_What is being asked_. Copy out each line in the material below that has the word "then".

_Information given_.
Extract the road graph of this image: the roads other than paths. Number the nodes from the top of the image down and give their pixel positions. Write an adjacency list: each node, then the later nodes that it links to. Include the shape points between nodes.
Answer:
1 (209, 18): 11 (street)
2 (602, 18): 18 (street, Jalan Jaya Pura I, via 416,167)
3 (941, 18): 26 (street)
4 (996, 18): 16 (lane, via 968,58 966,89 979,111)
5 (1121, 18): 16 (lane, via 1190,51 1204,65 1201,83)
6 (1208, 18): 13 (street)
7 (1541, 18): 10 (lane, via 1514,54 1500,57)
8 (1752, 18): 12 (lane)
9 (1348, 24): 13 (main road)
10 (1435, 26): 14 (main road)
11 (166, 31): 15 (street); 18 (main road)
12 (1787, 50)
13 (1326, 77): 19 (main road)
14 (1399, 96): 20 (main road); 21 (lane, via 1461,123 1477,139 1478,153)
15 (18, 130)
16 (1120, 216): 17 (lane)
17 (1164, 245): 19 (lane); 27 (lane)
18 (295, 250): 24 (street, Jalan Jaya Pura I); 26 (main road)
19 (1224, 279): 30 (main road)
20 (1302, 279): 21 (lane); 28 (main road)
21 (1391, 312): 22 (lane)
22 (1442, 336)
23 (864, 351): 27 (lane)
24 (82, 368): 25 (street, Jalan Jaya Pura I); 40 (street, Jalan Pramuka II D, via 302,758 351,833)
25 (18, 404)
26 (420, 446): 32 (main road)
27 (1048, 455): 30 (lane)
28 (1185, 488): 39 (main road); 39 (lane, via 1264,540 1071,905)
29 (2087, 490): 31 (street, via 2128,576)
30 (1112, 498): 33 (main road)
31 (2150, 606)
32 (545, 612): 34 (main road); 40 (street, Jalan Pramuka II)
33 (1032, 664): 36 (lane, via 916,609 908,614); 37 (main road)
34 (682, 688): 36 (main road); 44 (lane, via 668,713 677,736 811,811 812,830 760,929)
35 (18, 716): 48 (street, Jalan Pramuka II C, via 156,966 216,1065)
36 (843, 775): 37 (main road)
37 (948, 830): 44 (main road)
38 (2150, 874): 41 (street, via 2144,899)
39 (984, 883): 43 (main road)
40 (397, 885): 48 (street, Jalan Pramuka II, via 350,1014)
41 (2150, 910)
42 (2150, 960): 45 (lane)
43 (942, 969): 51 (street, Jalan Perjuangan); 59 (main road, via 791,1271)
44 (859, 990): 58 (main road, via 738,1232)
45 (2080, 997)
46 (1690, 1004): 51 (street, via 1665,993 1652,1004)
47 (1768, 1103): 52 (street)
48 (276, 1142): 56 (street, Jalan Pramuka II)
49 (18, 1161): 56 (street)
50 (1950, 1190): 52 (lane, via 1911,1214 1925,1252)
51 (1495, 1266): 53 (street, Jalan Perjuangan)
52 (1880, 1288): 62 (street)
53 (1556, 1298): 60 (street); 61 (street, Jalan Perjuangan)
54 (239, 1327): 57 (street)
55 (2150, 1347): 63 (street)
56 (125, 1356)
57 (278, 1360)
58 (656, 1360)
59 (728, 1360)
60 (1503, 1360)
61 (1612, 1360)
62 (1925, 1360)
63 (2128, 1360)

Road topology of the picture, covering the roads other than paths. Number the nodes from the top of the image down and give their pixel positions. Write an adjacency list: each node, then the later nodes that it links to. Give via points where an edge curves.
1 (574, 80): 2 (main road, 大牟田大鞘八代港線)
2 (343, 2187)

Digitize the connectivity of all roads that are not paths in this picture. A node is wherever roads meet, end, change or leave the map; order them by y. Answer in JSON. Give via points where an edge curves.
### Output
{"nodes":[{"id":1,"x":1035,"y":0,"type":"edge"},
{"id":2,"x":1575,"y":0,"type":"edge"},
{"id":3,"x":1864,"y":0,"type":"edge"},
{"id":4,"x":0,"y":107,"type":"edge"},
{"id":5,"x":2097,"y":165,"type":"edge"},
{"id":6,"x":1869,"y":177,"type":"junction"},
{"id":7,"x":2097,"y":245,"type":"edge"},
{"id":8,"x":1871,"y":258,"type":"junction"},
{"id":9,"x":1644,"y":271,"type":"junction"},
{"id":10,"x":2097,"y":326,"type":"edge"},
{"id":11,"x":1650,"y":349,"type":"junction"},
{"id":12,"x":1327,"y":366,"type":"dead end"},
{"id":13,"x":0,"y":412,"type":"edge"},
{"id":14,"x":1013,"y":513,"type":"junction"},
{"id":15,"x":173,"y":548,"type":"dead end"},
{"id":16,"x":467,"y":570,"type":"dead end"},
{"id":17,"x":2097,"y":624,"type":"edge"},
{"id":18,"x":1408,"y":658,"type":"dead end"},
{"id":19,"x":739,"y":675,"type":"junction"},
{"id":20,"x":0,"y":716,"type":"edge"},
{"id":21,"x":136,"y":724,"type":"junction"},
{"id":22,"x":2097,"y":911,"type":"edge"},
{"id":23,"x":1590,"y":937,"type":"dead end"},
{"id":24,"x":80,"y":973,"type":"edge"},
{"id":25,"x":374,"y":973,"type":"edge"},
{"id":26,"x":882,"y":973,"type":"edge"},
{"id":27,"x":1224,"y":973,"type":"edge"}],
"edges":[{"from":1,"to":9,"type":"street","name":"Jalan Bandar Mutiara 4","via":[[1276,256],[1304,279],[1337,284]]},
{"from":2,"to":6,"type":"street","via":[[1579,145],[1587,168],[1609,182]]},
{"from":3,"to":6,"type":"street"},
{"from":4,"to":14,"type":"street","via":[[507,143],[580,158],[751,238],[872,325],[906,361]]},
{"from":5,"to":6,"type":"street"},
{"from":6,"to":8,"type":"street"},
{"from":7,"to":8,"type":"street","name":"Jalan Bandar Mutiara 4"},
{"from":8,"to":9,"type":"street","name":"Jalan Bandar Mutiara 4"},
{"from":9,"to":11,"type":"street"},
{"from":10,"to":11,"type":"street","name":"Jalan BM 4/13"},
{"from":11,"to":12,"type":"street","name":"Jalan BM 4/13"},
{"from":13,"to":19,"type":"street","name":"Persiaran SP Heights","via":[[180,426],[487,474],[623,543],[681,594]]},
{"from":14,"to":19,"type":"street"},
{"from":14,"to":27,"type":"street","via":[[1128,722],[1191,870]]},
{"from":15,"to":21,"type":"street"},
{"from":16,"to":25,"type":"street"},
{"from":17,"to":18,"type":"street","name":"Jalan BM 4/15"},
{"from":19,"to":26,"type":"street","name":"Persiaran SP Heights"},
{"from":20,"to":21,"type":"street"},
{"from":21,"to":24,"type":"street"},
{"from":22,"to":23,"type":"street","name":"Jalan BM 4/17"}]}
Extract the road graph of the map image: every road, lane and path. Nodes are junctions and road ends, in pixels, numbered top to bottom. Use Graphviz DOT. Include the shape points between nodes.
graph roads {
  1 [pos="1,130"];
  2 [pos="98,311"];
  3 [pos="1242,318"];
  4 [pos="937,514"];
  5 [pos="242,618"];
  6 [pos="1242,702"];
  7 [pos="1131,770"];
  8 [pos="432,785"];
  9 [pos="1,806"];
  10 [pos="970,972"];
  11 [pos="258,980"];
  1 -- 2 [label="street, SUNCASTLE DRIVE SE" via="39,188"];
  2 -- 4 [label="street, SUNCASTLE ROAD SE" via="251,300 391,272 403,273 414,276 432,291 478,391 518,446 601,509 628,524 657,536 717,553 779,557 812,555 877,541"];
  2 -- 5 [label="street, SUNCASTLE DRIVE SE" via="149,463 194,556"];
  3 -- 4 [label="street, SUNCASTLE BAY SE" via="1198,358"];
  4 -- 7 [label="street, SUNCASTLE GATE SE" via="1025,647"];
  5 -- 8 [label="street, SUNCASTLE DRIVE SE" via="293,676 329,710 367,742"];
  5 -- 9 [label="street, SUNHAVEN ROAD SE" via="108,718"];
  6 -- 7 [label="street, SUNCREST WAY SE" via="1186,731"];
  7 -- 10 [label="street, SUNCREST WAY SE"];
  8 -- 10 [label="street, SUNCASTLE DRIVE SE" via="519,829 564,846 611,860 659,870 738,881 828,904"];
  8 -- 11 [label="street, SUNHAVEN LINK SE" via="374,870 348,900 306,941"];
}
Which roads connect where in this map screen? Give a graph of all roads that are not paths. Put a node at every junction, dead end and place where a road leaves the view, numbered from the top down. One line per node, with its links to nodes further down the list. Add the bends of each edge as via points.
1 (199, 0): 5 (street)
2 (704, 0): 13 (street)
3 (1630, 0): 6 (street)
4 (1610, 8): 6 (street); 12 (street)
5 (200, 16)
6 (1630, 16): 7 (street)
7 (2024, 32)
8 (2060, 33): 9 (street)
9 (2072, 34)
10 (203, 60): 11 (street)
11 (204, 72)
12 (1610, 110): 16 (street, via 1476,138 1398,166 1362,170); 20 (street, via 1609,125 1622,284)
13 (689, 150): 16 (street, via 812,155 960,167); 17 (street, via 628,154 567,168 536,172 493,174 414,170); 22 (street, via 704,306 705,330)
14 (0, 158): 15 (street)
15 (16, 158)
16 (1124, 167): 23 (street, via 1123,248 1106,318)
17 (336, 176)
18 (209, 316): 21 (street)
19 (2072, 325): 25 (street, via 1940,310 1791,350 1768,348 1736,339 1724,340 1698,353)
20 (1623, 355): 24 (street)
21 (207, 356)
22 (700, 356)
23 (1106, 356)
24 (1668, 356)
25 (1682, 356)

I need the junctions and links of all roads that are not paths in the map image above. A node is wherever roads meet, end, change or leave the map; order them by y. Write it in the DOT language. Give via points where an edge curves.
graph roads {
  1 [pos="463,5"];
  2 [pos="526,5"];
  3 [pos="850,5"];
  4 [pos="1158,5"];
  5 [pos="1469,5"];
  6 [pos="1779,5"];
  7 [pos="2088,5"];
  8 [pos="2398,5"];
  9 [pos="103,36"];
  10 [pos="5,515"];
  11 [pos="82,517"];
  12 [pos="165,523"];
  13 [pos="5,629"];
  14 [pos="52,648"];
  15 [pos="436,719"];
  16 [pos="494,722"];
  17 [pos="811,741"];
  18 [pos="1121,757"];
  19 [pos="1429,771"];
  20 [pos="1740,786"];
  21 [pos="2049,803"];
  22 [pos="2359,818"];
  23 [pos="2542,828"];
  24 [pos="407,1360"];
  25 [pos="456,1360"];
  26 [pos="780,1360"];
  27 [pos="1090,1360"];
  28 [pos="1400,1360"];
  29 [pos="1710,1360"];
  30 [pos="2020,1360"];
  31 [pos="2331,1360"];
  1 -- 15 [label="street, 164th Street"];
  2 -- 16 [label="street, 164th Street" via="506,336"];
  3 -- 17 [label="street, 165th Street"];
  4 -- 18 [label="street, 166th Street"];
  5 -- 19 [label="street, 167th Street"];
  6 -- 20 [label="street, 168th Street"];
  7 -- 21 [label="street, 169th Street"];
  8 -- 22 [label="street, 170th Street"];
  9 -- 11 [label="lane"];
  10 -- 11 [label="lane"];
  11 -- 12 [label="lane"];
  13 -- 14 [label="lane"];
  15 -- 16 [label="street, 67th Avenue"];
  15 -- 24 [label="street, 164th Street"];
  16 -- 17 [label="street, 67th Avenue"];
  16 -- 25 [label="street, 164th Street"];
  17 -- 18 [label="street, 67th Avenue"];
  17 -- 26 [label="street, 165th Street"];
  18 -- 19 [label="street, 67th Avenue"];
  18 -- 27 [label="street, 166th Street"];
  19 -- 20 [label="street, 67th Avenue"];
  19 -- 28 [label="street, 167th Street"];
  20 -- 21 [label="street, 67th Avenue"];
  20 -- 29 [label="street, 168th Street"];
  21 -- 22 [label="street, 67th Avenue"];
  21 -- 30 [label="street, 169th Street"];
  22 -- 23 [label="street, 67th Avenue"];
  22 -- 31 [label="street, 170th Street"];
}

_Result of the task_.
Extract the road graph of this image: the roads other than paths. Number the nodes from the top of the image down and give their pixel positions. Write an adjacency list: each node, then the later nodes that it links to. Include the shape points between nodes.
Road topology of the picture, covering the roads other than paths. Number the nodes from the top of the image down and give their pixel positions. Write an adjacency list: each node, then the later nodes that it links to. Give via points where an edge curves.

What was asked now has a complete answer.